TEXT●御堀直嗣(MIHORI Naotsugu)
第3位は、1987年からの初代オペル・オメガ CDだ。オペル・レコルトの後継として誕生した中型4ドアセダンで、ステーションワゴンもあったが、私は4ドアセダンに乗っていた。直進安定性に優れ、座席は無印だったがレカロ製で、数百kmを一気に運転しても疲れ知らずだった。さまざまな人から、なぜメルセデス・ベンツEクラスを選ばなかったのかと問われたが、値段の安さと、長距離移動の多かった当時の私の仕事には最適だったのだ。
第2位は、GMのシボレー・コルベットである。ただし、現行のミッドシップとなる前のFR時代のものに限る。所有していたのは、4代目のC4だが、その後の歴代もコルベットならOKというくらいに夢中だった。将来の夢として、GMを扱うヤナセで、コンバーチブルの、外観がライトブルーで、内装が白の本革を特注することを思い続けてきた。

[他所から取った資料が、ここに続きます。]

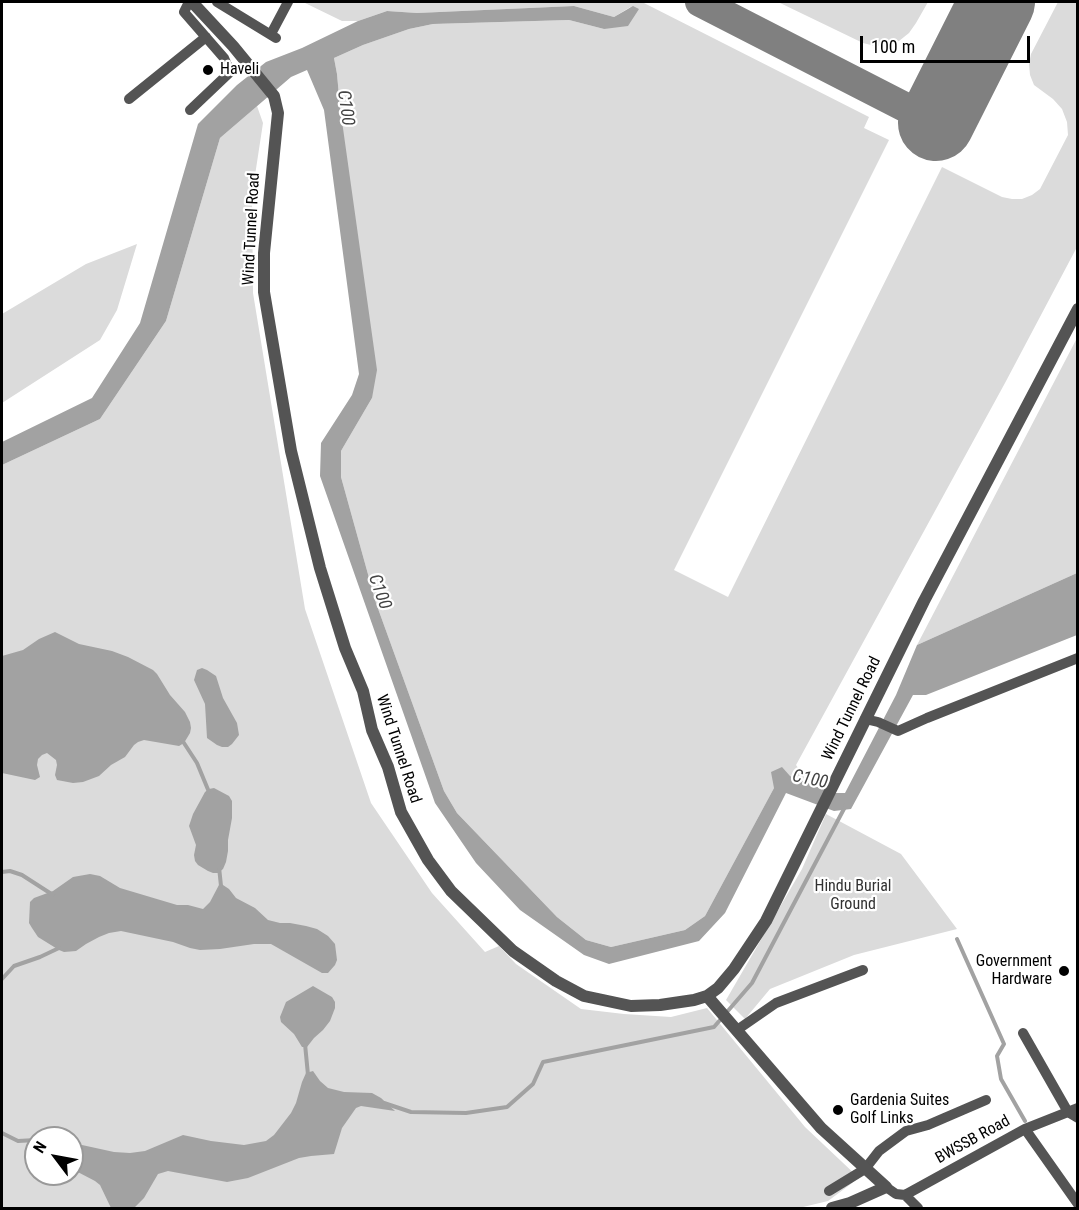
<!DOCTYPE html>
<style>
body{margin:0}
#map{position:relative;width:1079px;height:1210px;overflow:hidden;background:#fff;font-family:"Roboto Condensed",sans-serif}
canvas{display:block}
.frame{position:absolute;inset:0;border:3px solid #000;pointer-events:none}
.north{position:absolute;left:24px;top:1126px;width:60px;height:60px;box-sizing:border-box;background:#fff;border:2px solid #999;border-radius:50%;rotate:302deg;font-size:16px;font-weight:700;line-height:24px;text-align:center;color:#000}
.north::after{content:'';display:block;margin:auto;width:21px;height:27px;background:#000;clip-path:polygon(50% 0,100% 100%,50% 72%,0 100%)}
.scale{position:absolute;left:860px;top:36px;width:170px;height:27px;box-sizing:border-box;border:3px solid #000;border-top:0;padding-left:8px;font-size:18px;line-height:21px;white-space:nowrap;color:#000;-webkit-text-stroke:4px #fff;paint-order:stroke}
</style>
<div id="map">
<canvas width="1079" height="1210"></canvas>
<div class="frame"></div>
<div class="north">N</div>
<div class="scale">100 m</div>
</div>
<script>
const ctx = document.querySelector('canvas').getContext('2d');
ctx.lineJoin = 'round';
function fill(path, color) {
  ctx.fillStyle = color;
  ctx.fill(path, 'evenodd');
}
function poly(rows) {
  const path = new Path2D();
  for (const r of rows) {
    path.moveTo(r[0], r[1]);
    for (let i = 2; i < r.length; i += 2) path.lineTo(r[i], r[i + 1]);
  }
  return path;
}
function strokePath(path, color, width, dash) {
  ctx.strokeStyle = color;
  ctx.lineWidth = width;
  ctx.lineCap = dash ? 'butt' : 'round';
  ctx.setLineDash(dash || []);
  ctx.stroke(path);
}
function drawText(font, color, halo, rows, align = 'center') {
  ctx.font = font + ' "Roboto Condensed",sans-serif';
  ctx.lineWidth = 4.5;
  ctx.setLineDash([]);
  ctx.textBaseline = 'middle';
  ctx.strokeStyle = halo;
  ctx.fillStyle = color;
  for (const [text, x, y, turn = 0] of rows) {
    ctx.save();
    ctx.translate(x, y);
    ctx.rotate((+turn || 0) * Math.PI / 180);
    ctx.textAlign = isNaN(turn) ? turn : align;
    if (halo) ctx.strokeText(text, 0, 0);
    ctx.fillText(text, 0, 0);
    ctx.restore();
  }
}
const green = poly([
 [303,2,642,2,869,117,864,128,889,140,674,570,728,597,942,167,1002,197,1012,199,1022,199,1032,195,1040,189,1068,135,1067,122,1062,109,1053,99,1034,85,1030,75,1029,64,1031,54,1058,2,1077,2,1077,247,1005,383,796,765,804,776,803,781,790,776,774,788,705,916,685,930,611,947,586,940,557,917,457,813,444,791,376,603,341,477,341,451,372,398,340,107,337,74,334,58,363,45,409,29,433,24,569,20,604,29,632,6,614,17,574,6,417,13,387,11,358,21,342,21],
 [778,2,928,2,916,23,909,33,899,41,887,45,875,46,863,43],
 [257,106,263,123,252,195,253,293,305,609,371,803,432,893,485,952,499,946,516,964,581,1009,624,1014,671,1017,707,1008,805,1127,859,1178,828,1201,799,1208,2,1208,2,465,100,419,166,321,220,138],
 [36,1138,72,1138,72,1174,36,1174],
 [137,244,117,310,100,340,2,403,2,314,86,264],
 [1077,338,1077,573,917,645],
 [826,814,901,854,957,929,854,955,770,989,745,1019,726,1000,802,869]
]);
const water = poly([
 [574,6,614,17,633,6,639,9,628,26,604,29,569,20,433,24,409,29,363,45,334,58,337,74,340,107,377,370,372,398,341,451,341,477,376,603,444,791,457,813,557,917,586,940,611,947,685,930,705,916,774,788,771,772,782,767,790,776,833,793,845,793,896,695,917,645,1077,573,1077,635,926,695,913,695,851,809,834,811,786,793,725,913,699,941,609,964,584,955,520,910,476,863,435,803,320,476,321,443,352,395,359,374,324,110,307,70,291,77,220,138,166,321,100,419,2,465,2,442,92,398,140,323,198,124,237,85,266,62,302,48,358,21,387,11,417,13],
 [55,632,79,644,112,651,128,657,153,670,157,674,170,695,185,712,190,722,191,728,190,733,184,743,179,746,144,740,138,742,134,745,125,757,111,765,99,776,83,782,73,783,57,780,55,775,57,765,56,760,47,753,42,755,38,759,37,765,40,777,35,780,2,773,2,656,23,650,39,639],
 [202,668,207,670,216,676,223,698,237,723,239,735,232,744,228,747,222,747,217,745,207,738,205,704,194,680,197,670],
 [214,788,229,796,232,801,232,818,228,840,228,851,226,862,223,869,218,873,213,873,208,871,198,865,195,861,194,855,196,845,189,826,193,814,205,792,209,789],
 [90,874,100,876,120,888,177,905,188,905,203,909,210,902,220,883,229,889,236,898,255,908,268,920,280,923,290,923,306,926,317,929,328,936,335,944,337,960,335,965,328,973,322,973,271,944,254,944,220,949,200,950,190,948,173,942,121,931,109,933,99,937,86,944,76,951,64,952,59,950,38,937,32,928,29,923,30,902,34,898,53,891,73,877],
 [313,986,332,997,335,1002,335,1008,330,1021,323,1030,314,1038,307,1047,302,1047,294,1034,281,1022,280,1017,286,1002],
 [313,1071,320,1081,328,1088,344,1092,372,1093,381,1098,395,1111,361,1106,356,1108,342,1128,334,1154,311,1156,299,1158,248,1178,227,1182,168,1171,158,1174,144,1198,134,1208,111,1208,100,1185,95,1181,72,1169,72,1146,82,1145,114,1152,130,1153,145,1151,183,1135,211,1141,244,1145,266,1141,274,1135,291,1113,296,1103,302,1082,306,1073]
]);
const stream = poly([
 [182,740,197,763,209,792],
 [219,867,221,886],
 [2,872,10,871,22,875,53,895],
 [957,939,1004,1044,997,1056,1001,1079,1025,1121],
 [2,979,14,966,40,957,59,948],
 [305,1044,308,1075],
 [384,1103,411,1112,466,1113,507,1107,533,1084,543,1062,714,1027,752,983,846,805],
 [2,1133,18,1141,36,1140]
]);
const taxiway = poly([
 [700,2,936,123]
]);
const runway = poly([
 [936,123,997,2]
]);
const minor = poly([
 [189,2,184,12,224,58,230,72,190,110],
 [217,2,276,38],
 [271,34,288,2],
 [129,99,206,37],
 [865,719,878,722,898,731,927,718,1078,658],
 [737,1030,776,1003,863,970],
 [1023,1033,1068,1112,1078,1118],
 [1025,1129,1078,1204],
 [886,1187,896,1194,905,1195,1025,1129,1078,1108],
 [829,1191,865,1169,879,1151,906,1131,928,1125,986,1100],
 [905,1195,918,1208]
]);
const tertiary = poly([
 [192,2,233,46,274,96,278,113,264,253,264,292,291,451,320,568,345,648,363,691,372,730,388,767,401,812,428,860,451,891,513,951,556,981,584,996,631,1006,660,1005,694,1000,707,996,718,988,734,969,766,921,924,601,1078,309],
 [707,996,821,1128,886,1187,850,1203,832,1208]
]);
const markers = [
 [208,70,6,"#000"],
 [1064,971,6,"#000"],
 [838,1110,6,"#000"]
];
const poiNames = [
 ["Haveli",220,70],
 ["Government",1052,962,"right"],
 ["Hardware",1052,980,"right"],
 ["Gardenia Suites",850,1101],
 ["Golf Links",850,1119]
];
const streetNames = [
 ["Wind Tunnel Road",252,229,-87],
 ["Wind Tunnel Road",852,709,-64],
 ["Wind Tunnel Road",398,749,72],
 ["BWSSB Road",973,1140,-29]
];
const parkNames = [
 ["Hindu Burial",853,887],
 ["Ground",853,905]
];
const waterNames = [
 ["C100",345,108,82],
 ["C100",379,592,70],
 ["C100",810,780,12]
];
fill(green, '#dbdbdb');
fill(water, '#a2a2a2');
strokePath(stream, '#a2a2a2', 4);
strokePath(taxiway, '#808080', 30);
strokePath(runway, '#808080', 76);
strokePath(minor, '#545454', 10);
strokePath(tertiary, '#545454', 12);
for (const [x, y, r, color] of markers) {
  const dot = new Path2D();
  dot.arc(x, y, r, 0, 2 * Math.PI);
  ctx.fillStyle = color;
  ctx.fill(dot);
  strokePath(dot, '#fff', 2);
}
drawText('16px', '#000', '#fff', poiNames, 'left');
drawText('16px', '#000', '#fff', streetNames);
drawText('16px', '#323232', '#fff', parkNames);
drawText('italic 18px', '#434343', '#fff', waterNames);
</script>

飛ばすのが目的ではなく、日本に居ても首都圏の湾岸線を流して走ると、米国の西海岸を駈けているようで気持ちを解放してくれた。
第1位は、テスラ・モデル3だ。これはまだ所有したことはない。だが、テスラのなかでもっとも上質な量産車といえ、モーター駆動の快さだけでなく、大きな画面しかダッシュボードにない内装は、単に奇をてらった装備ではなく、画面に映し出される速度や、周辺のクルマの動きなど、すべてが運転者にとって適切な情報として自然に目に入り、それでいて鬱陶しくなく、安心して運転し続けられる人間工学を極めた装備となっているところに、従来のエンジン車の概念からしか発想できない他社にはない独創性と、先進さと、本物としての実用性を実感した。
EVに対しては、いろいろな意見があると思うが、乗用車の将来はEVしかないと私は考えているし、それによってエンジン車の時代には想像もできなかったクルマの新しい魅力を発見することができる。
唯一残念なのは、日産のリーフのようなVtoH(ヴィークル・トゥ・ホーム)への対応がなされていない点だ。これもEVならではの商品力の拡張性の一つであり、電力の社会基盤(インフラストラクチャー)との相互関係が採り入れられれば、文句ない一台といえる。しかも、廉価な車種が後輪駆動であるのもうれしい。
第3位のオペル・オメガ同様、私は4ドアセダン好きでもあるので、市場のEVのなかでは、やはりモデル3に目が行くのである。